Thanks, everyone. Nora, we’re ready for the question-and-answer session with the analysts. Please go ahead with the instructions.
Thank you. [Operator Instructions] Our first question comes from the line of Jamie Baker of JPMorgan. Your line is open.
Hey, good morning to the team. So my first question relates to the pilot deal that was announced at the beginning of the month. It appears that the primary impetus from management’s perspective was being able to announce the American relationship partnership, but there do appear to be some other smallish tweaks in the deal. Should we be thinking about any temporary or even permanent cost reductions or efficiencies? Or is the pilot deal really best viewed as something you needed in order to do proceed with the American announcement?
Hi, Jamie, this is Joanna. I’ll take that question. First, I’d just like to say our pilots have been great partners over the past several months, particularly given the challenges that the business is facing. The work we’ve done with pilots provides JetBlue, a level of relief, so far as their minimum hour schedule requirements that have been reduced. And we also achieved a level of scope relief. The scope clause and the pilot contract required us to grow and hire certain number of new pilots. And obviously, in this environment, that’s not something that’s happening. So there’s a level of scope relief in there and then also, a level of commitment to no furlough through the end of April. So we’re really pleased with the partnership over the past months, and they, along with our other work groups, have been absolutely committed to making JetBlue successful as we navigate through this crisis.
But do you consider the scope component to be the most relevant?
I think they all work together, and all were important to both JetBlue and to our pilots.
Okay. And then, Steve, could you run down the incremental sources of liquidity remaining, what you envision pledging for the loan, should you draw it? The brand was pledged already, but is there other intellectual property? Where are we with unencumbered aircraft, just an update in that regard would be helpful. Thank you.

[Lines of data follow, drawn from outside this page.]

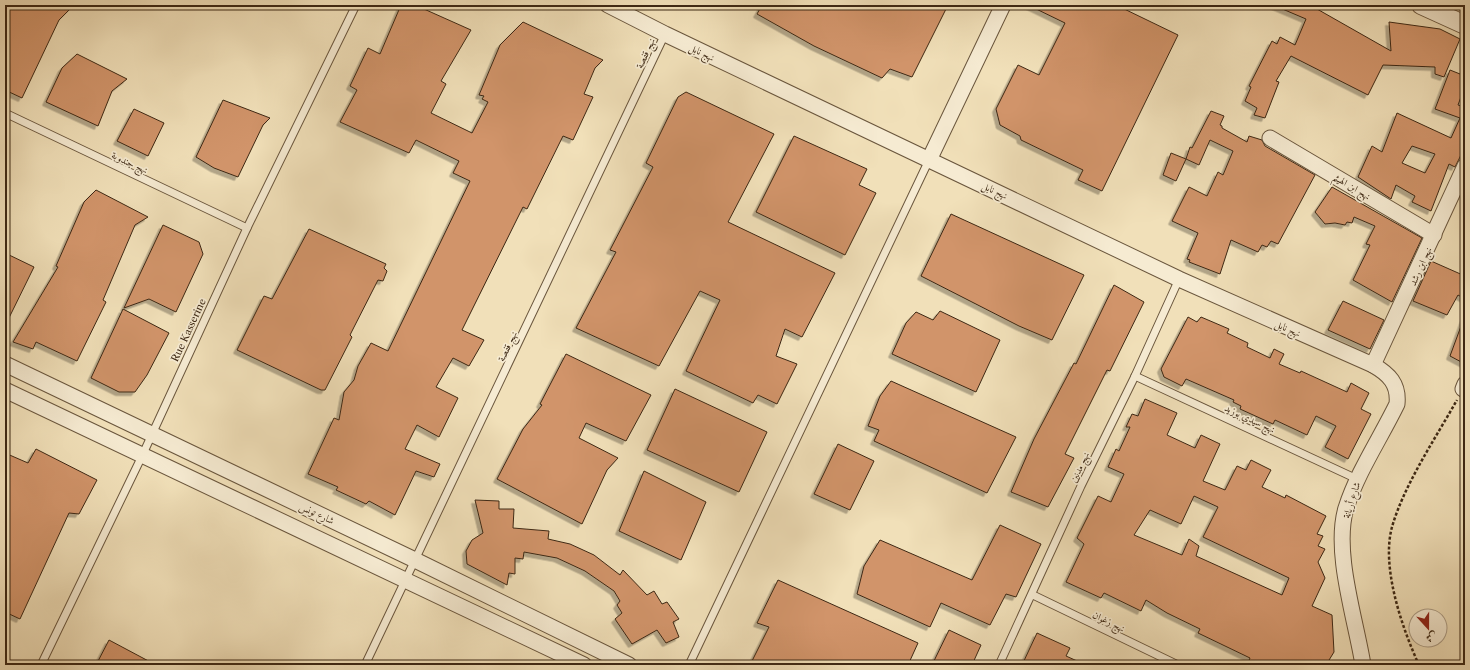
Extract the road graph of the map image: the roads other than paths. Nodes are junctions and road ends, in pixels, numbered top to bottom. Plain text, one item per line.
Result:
1 (356, 5) edge
2 (608, 5) edge
3 (1003, 5) edge
4 (1421, 5) edge
5 (1465, 25) edge
6 (665, 34) junction
7 (5, 113) edge
8 (1270, 138) dead end
9 (928, 160) junction
10 (1465, 166) edge
11 (247, 228) junction
12 (1434, 235) junction
13 (1178, 278) junction
14 (5, 364) edge
15 (1379, 368) junction
16 (1135, 376) junction
17 (5, 390) edge
18 (150, 434) junction
19 (142, 456) junction
20 (1357, 479) junction
21 (415, 560) junction
22 (404, 580) junction
23 (1032, 595) junction
24 (41, 665) edge
25 (365, 665) edge
26 (584, 665) edge
27 (628, 665) edge
28 (689, 665) edge
29 (999, 665) edge
30 (1178, 665) edge
31 (1364, 665) edge

1 - 11 lane, Rue Kasserine
2 - 6 street, نهج نابل
3 - 9 street
4 - 5 street
6 - 9 street, نهج نابل
6 - 21 lane, نهج قفصة
7 - 11 lane, نهج جندوبة
8 - 12 street, نهج ابن الهيثم
9 - 13 street, نهج نابل
9 - 28 lane
10 - 12 street, نهج ابن رشد
11 - 18 lane, Rue Kasserine
12 - 15 street, نهج ابن رشد
13 - 15 street, نهج نابل
13 - 16 lane, نهج مدنين
14 - 18 street, شارع تونس
15 - 20 street, شارع أريانة
16 - 20 lane, نهج سيدي بوزيد
16 - 23 lane, نهج مدنين
17 - 19 street
18 - 19 lane, Rue Kasserine
18 - 21 street, شارع تونس
19 - 22 street
19 - 24 lane, Rue Kasserine
20 - 31 street, شارع أريانة
21 - 22 lane, نهج قفصة
21 - 27 street, شارع تونس
22 - 25 lane, نهج قفصة
22 - 26 street
23 - 29 lane, نهج مدنين
23 - 30 lane, نهج زغوان

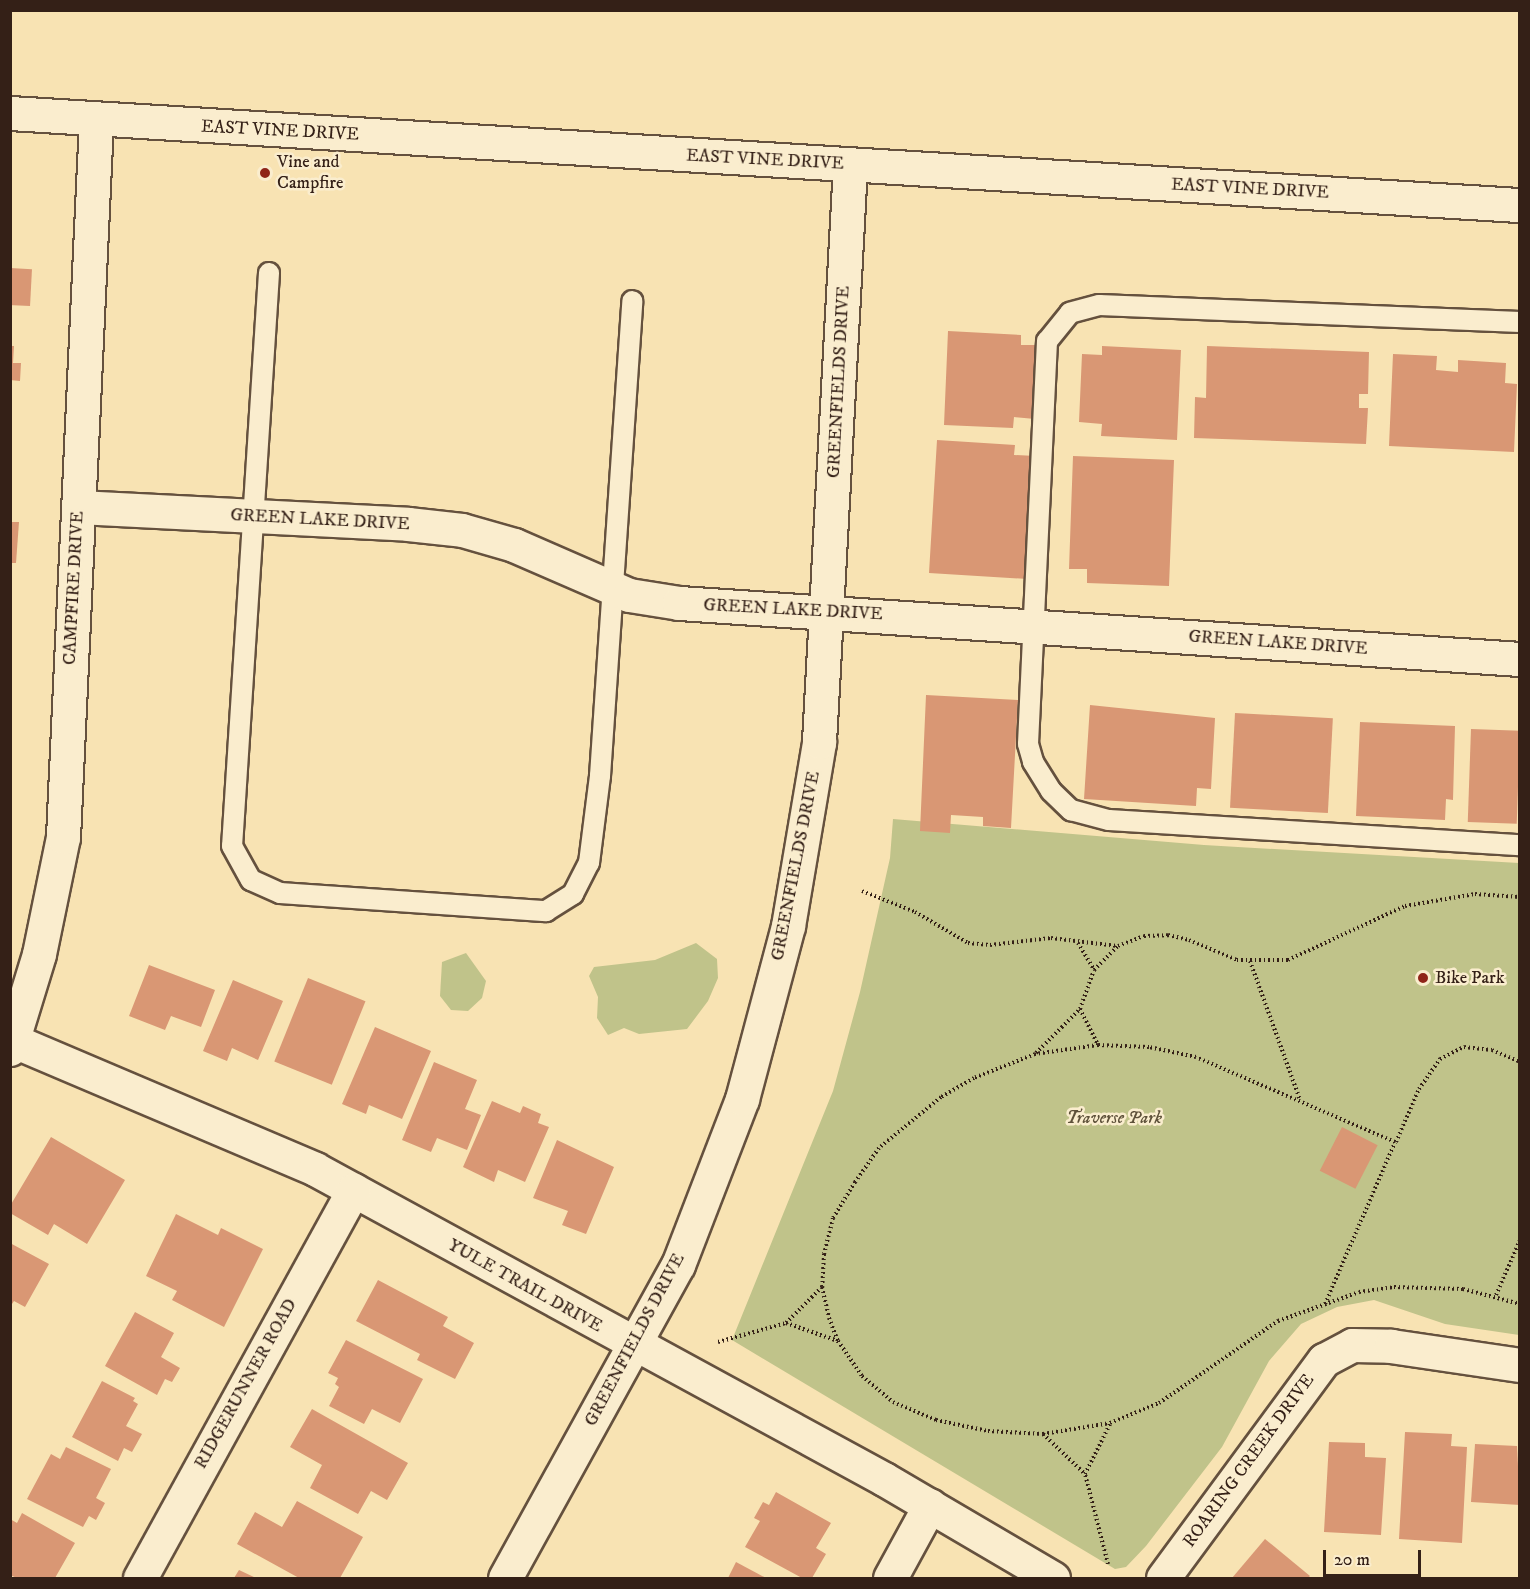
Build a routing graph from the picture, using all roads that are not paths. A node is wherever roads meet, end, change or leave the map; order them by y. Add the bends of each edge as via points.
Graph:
1 (10, 113) edge
2 (96, 120) junction
3 (850, 165) junction
4 (1520, 205) edge
5 (269, 273) dead end
6 (632, 301) dead end
7 (1520, 322) edge
8 (78, 507) junction
9 (252, 516) junction
10 (616, 589) junction
11 (826, 611) junction
12 (1034, 626) junction
13 (1520, 660) edge
14 (1520, 845) edge
15 (12, 1045) edge
16 (353, 1190) junction
17 (634, 1346) junction
18 (1520, 1365) edge
19 (930, 1505) junction
20 (140, 1578) edge
21 (505, 1578) edge
22 (890, 1578) edge
23 (1053, 1578) edge
24 (1163, 1578) edge

1 - 2 street, EAST VINE DRIVE
2 - 3 street, EAST VINE DRIVE
2 - 8 street, CAMPFIRE DRIVE
3 - 4 street, EAST VINE DRIVE
3 - 11 street, GREENFIELDS DRIVE
5 - 9 lane
6 - 10 lane
7 - 12 lane via 1099,305 1070,313 1047,341
8 - 9 street, GREEN LAKE DRIVE
8 - 15 street, CAMPFIRE DRIVE via 63,837 39,954
9 - 10 street, GREEN LAKE DRIVE via 462,530 514,545
9 - 10 lane via 232,846 251,880 280,893 546,911 573,894 589,863
10 - 11 street, GREEN LAKE DRIVE via 679,603
11 - 12 street, GREEN LAKE DRIVE
11 - 17 street, GREENFIELDS DRIVE via 819,742 788,926 742,1099 678,1265
12 - 13 street, GREEN LAKE DRIVE
12 - 14 lane via 1028,744 1033,762 1051,791 1071,810 1109,820
15 - 16 street, YULE TRAIL DRIVE via 315,1169
16 - 17 street, YULE TRAIL DRIVE
16 - 20 street, RIDGERUNNER ROAD
17 - 19 street, YULE TRAIL DRIVE
17 - 21 street, GREENFIELDS DRIVE
18 - 24 street, ROARING CREEK DRIVE via 1391,1346 1352,1345 1324,1360
19 - 22 street
19 - 23 street, YULE TRAIL DRIVE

Good morning, Jamie, and thank you for the question. I have to say as a starting point, I couldn’t be happier with, a, the fact that we came into this crisis with probably the second strongest balance sheet in the industry; and then sort of secondly, the incredible levels of urgency and focus and execution that the team has gone through over the last few months. In fact, we’ve raised a total of $3.7 billion since we started the crisis. And our debt-to-cap is only sort of sitting at 55%, which candidly is pretty strong when you relate that to the competitive set. With regards to additional liquidity sources that we have, I would describe this as a sort of continued focus, which is, one, we continue to have north of $1 billion of unencumbered assets available to us on the balance sheet, and that excludes our loyalty program and also excludes our subsidiaries within JetBlue. The key areas of focus for us will be, one, as I mentioned, in the prepared remarks, will be the refi of 364 facility that we took out in March. And then in terms of the focus of additional liquidity one, we’ve got some sale-leaseback activity that is under contract and we view at the moment. Secondly, we will continue to use the balance sheet for any additional debt raises depending how we navigate the store. And then thirdly, we’re working a close focus with the government on the CARES Act loan facility. We continue to propose that we’ll use the loyalty program associated with that. And we are also parallel passing that in the capital markets, just to make sure we’ll end up with the best return on that investment as we think about our liquidity going forward, so that’s how I’m thinking about navigate in the next few months.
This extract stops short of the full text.